*EXERCISE INSTRUCTIONS*
Each line in the data holding "path" should be listed.
---*---
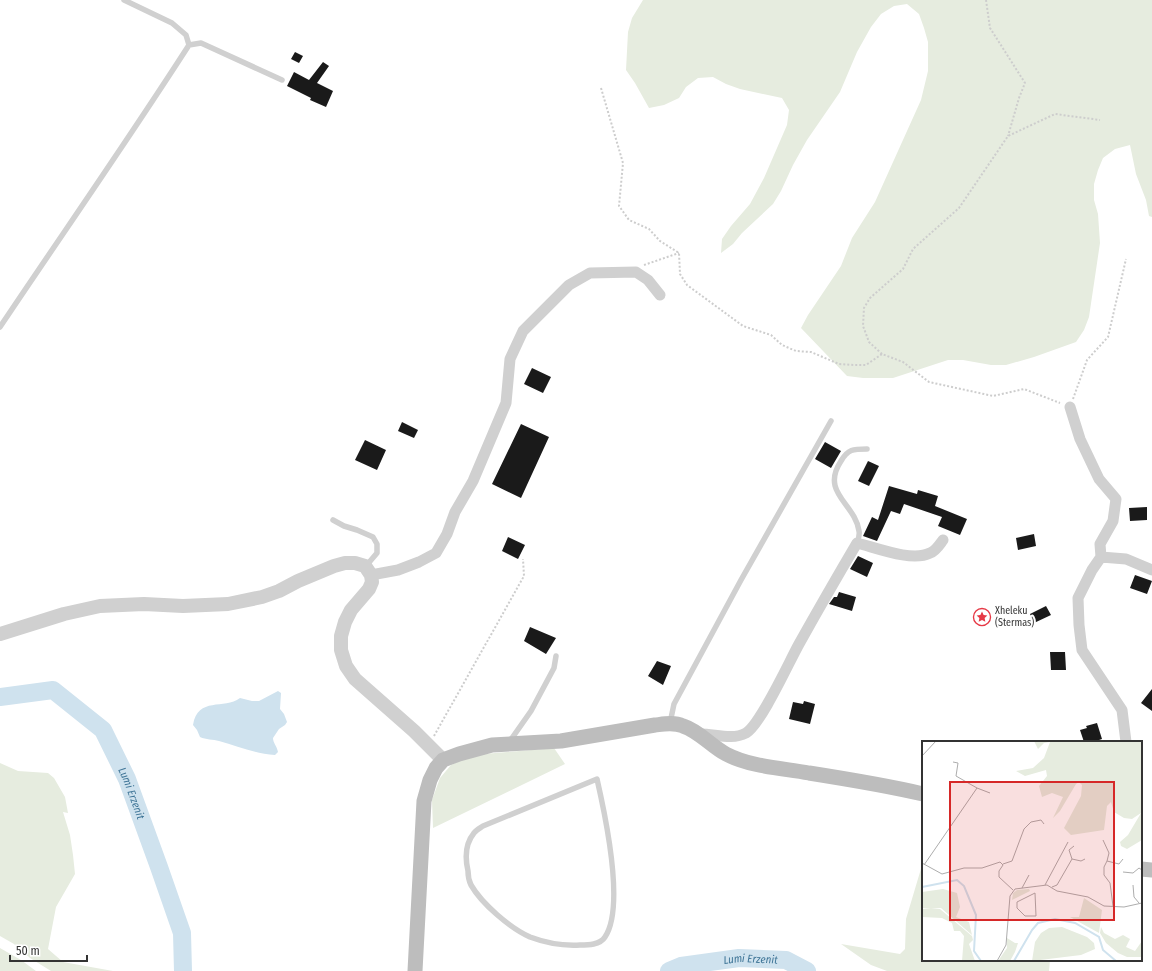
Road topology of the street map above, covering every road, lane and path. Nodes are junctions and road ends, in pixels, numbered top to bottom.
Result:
1 (124, 0) edge
2 (986, 0) edge
3 (189, 45) junction
4 (282, 80) dead end
5 (601, 88) dead end
6 (1100, 120) dead end
7 (1008, 136) junction
8 (679, 254) junction
9 (1126, 259) dead end
10 (636, 272) junction
11 (660, 295) dead end
12 (0, 327) edge
13 (882, 354) junction
14 (1070, 407) junction
15 (831, 421) dead end
16 (867, 449) dead end
17 (333, 520) dead end
18 (943, 540) dead end
19 (857, 543) junction
20 (1101, 556) junction
21 (523, 559) dead end
22 (1152, 570) edge
23 (368, 571) junction
24 (0, 634) edge
25 (556, 656) dead end
26 (670, 723) junction
27 (698, 734) junction
28 (1126, 741) edge
29 (508, 745) junction
30 (429, 746) junction
31 (443, 760) junction
32 (597, 779) joint
33 (922, 794) edge
34 (1142, 869) edge
35 (1152, 870) edge
36 (415, 971) edge

1 - 3 lane
2 - 7 path
3 - 4 lane
3 - 12 lane
5 - 8 path
6 - 7 path
7 - 13 path
8 - 10 path
8 - 13 path
9 - 14 path
10 - 11 street
10 - 23 street
13 - 14 path
14 - 20 street
15 - 26 lane
16 - 19 lane
17 - 23 lane
18 - 19 street
19 - 27 street
20 - 22 street
20 - 28 street
21 - 30 path
23 - 24 street
23 - 30 street
25 - 29 lane
26 - 27 main road
26 - 29 main road
27 - 33 main road
29 - 31 main road
30 - 31 street
31 - 36 main road
32 - 32 lane
34 - 35 main road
---*---
*EXERCISE RESULT*
Road topology of the street map above, covering every road, lane and path. Nodes are junctions and road ends, in pixels, numbered top to bottom.
2 - 7 path
5 - 8 path
6 - 7 path
7 - 13 path
8 - 10 path
8 - 13 path
9 - 14 path
13 - 14 path
21 - 30 path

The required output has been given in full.